CHIESA SANT'AGOSTINO
Fondata nel 1216 subito fuori le mura urbane col titolo di Santa Maria Nova, viene ampliata intorno al 1256 e inglobata nel nuovo circuito murario. Solo nel 1457 è documentata l’intitolazione a Sant’Agostino. Rinnovata durante la seconda metà del XVII secolo, la chiesa viene ricostruita dopo il terremoto del 1758. Della struttura originaria si conservano l’abside e il lato destro sul quale si apre un elegante portale romanico-gotico.
Quest’ultimo di forma trilobata, presenta una strombatura ad archi e colonnine tortili, decorate da motivi vegetali e bestiari.
Annesso alla chiesa è il chiostro rimaneggiato in età moderna sul quale si apre un piccolo oratorio fatto costruire dai fratelli Pietro e Giovanni Becchetti dedicato al Santo Sepolcro di Gerusalemme ed oggi in corso di restauro.
Dai locali dell’ex convento provengono i pregevoli affreschi, oggi conservati nelle sale della Pinacoteca, opera dell’anonimo maestro di Sant’Agostino raffiguranti una Crocifissione, San Guglielmo di Malavalle, La consegna della regola agli eremiti e una Processione di ordini religiosi realizzata da Franceschino di Francesco intorno alla metà del XIV secolo.

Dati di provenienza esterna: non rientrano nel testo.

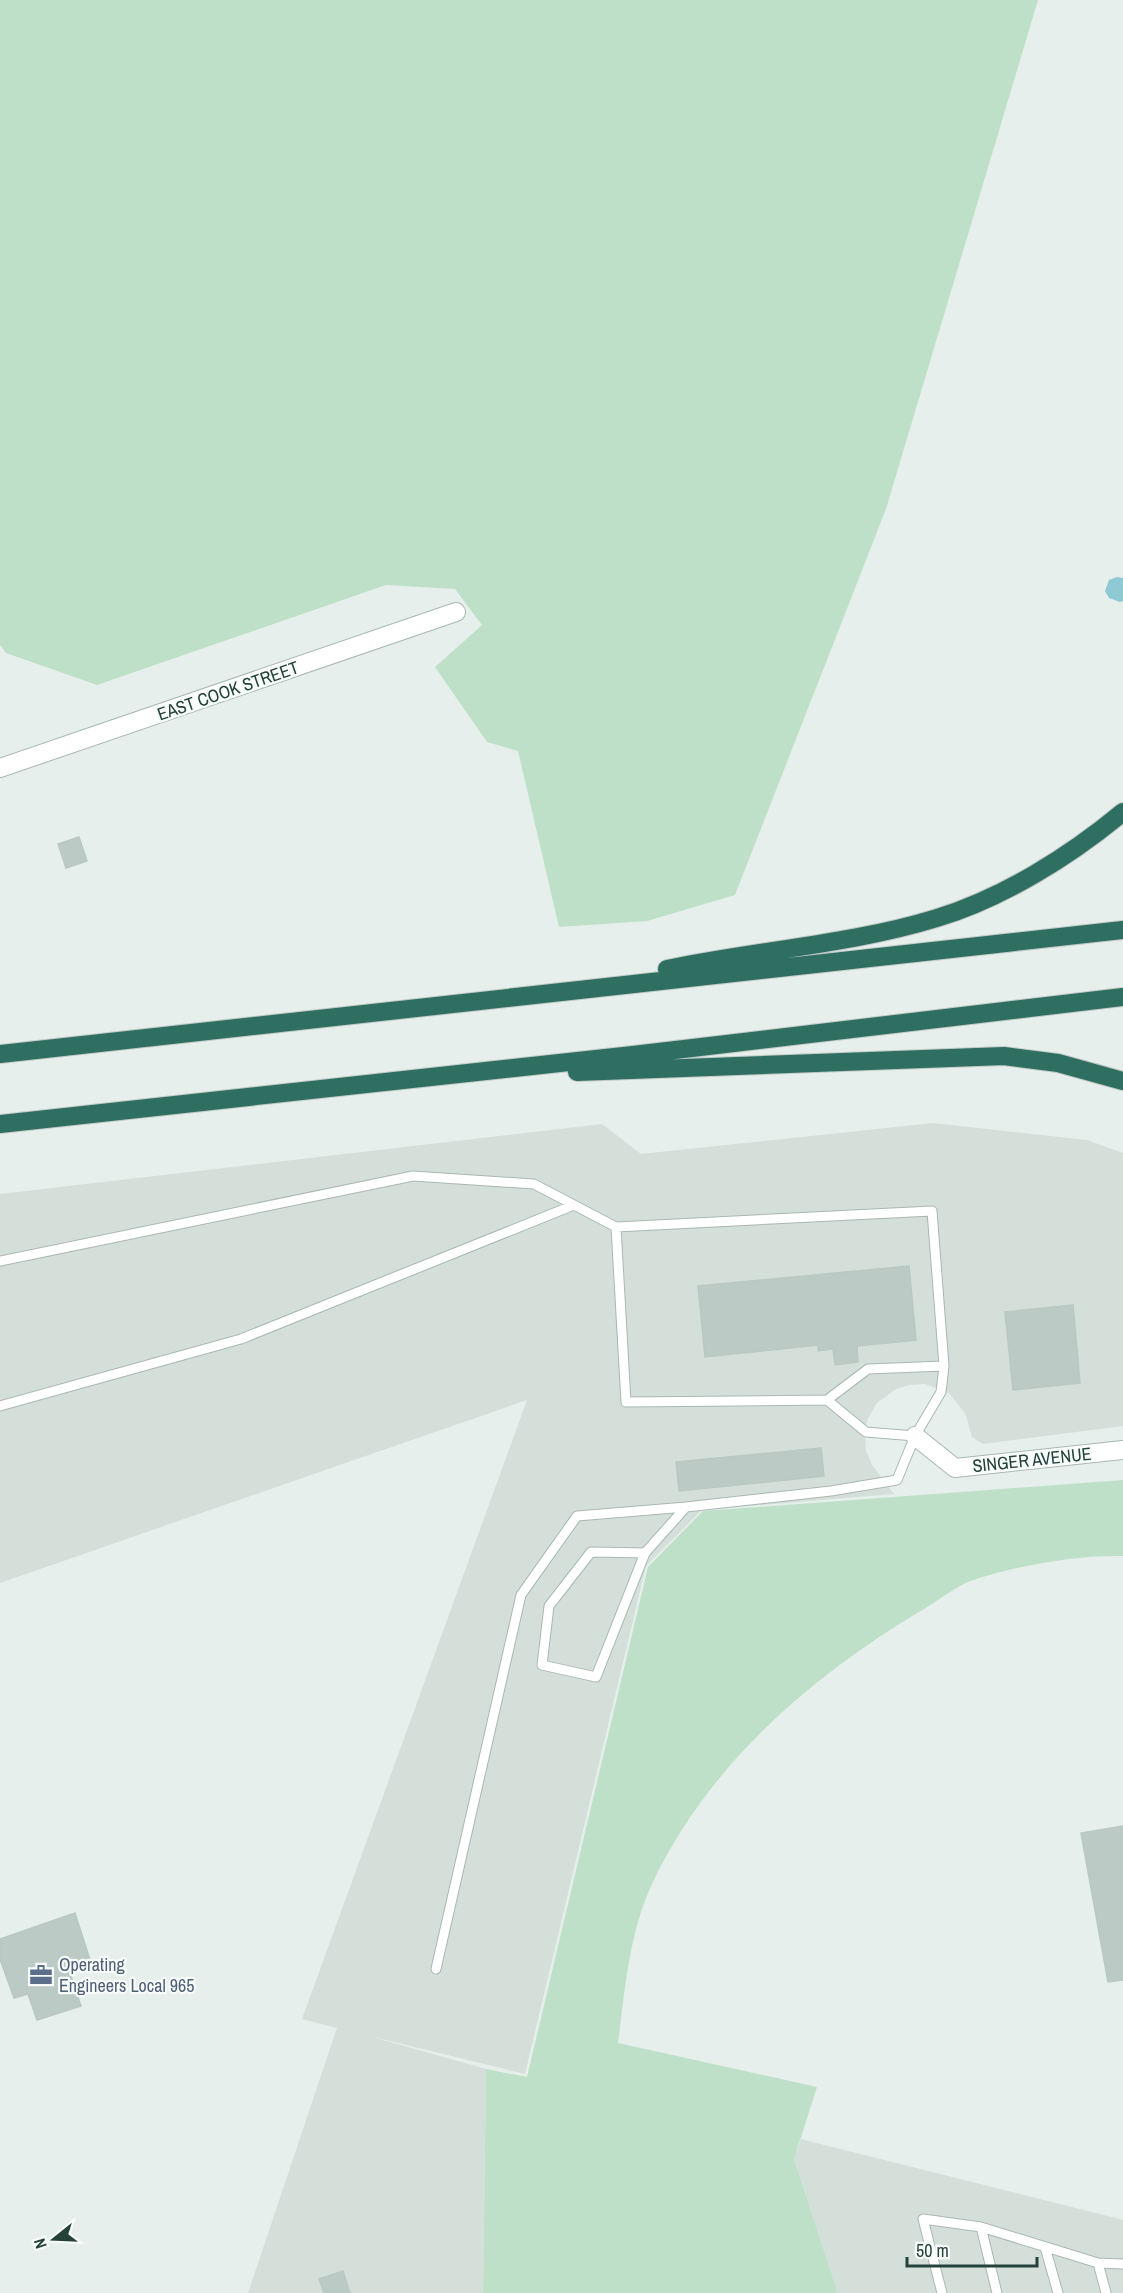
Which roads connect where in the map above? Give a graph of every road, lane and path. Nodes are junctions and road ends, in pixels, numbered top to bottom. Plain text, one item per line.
1 (456, 612) dead end
2 (0, 768) edge
3 (1123, 812) edge
4 (1123, 930) edge
5 (567, 991) junction
6 (1123, 997) edge
7 (0, 1054) edge
8 (407, 1079) junction
9 (1123, 1081) edge
10 (0, 1124) edge
11 (574, 1206) junction
12 (616, 1227) junction
13 (0, 1261) edge
14 (944, 1366) junction
15 (827, 1400) junction
16 (0, 1406) edge
17 (915, 1436) junction
18 (1123, 1450) edge
19 (686, 1507) junction
20 (645, 1553) junction
21 (436, 1970) dead end
22 (981, 2227) junction
23 (1045, 2247) junction
24 (1098, 2263) junction
25 (1123, 2264) edge
26 (942, 2293) edge
27 (997, 2293) edge
28 (1058, 2293) edge
29 (1106, 2293) edge

1 - 2 street, EAST COOK STREET
3 - 5 highway
4 - 5 highway
5 - 7 highway
6 - 8 highway
8 - 9 highway
8 - 10 highway
11 - 12 lane
11 - 13 lane
11 - 16 lane
12 - 14 lane
12 - 15 lane
14 - 15 lane
14 - 17 lane
15 - 17 lane
17 - 18 street, SINGER AVENUE
17 - 19 lane
19 - 20 lane
19 - 21 lane
20 - 20 lane
22 - 23 lane
22 - 26 lane
22 - 27 lane
23 - 24 lane
23 - 28 lane
24 - 25 lane
24 - 29 lane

L’impianto della chiesa, a croce latina, presenta un’unica navata con tre cappelle su ogni lato, mentre nella parte absidale si conservano due cappelle dell’assetto originario che sono accessibili una dal coro, l’altra dalla sacrestia. Esse sono decorate con un ciclo di affreschi del Maestro di Sant’Emiliano, attivo nella prima metà del 1300 e profondamente ispirato al linguaggio giottesco dei maestri riminesi.
Lo visito perché:
Un viaggio nel tempo: Fondata nel 1216 subito fuori le mura urbane col titolo di Santa Maria Nova, la chiesa venne ampliata nel 1256 e inglobata nel nuovo circuito murario. Nel 1457 fu intitolata a Sant’Agostino. Dopo il terremoto del 1758 venne ricostruita, ma conserva ancora l’abside e il lato destro con un elegante portale romanico-gotico.
Architettura e dettagli artistici: Il portale trilobato, con archi e colonnine tortili decorate da motivi vegetali e bestiari, è un esempio significativo dell’arte dell’epoca. Adiacente si trova il chiostro, modificato in età moderna, e un piccolo oratorio costruito dai fratelli Becchetti, dedicato al Santo Sepolcro di Gerusalemme, oggi in restauro.
Affreschi e capolavori: Dall’ex convento provengono affreschi conservati nelle sale della Pinacoteca, opere dell’anonimo maestro di Sant’Agostino e di Franceschino di Francesco. L’interno presenta una navata unica con tre cappelle su ogni lato e affreschi del Maestro di Sant’Emiliano nelle cappelle absidali.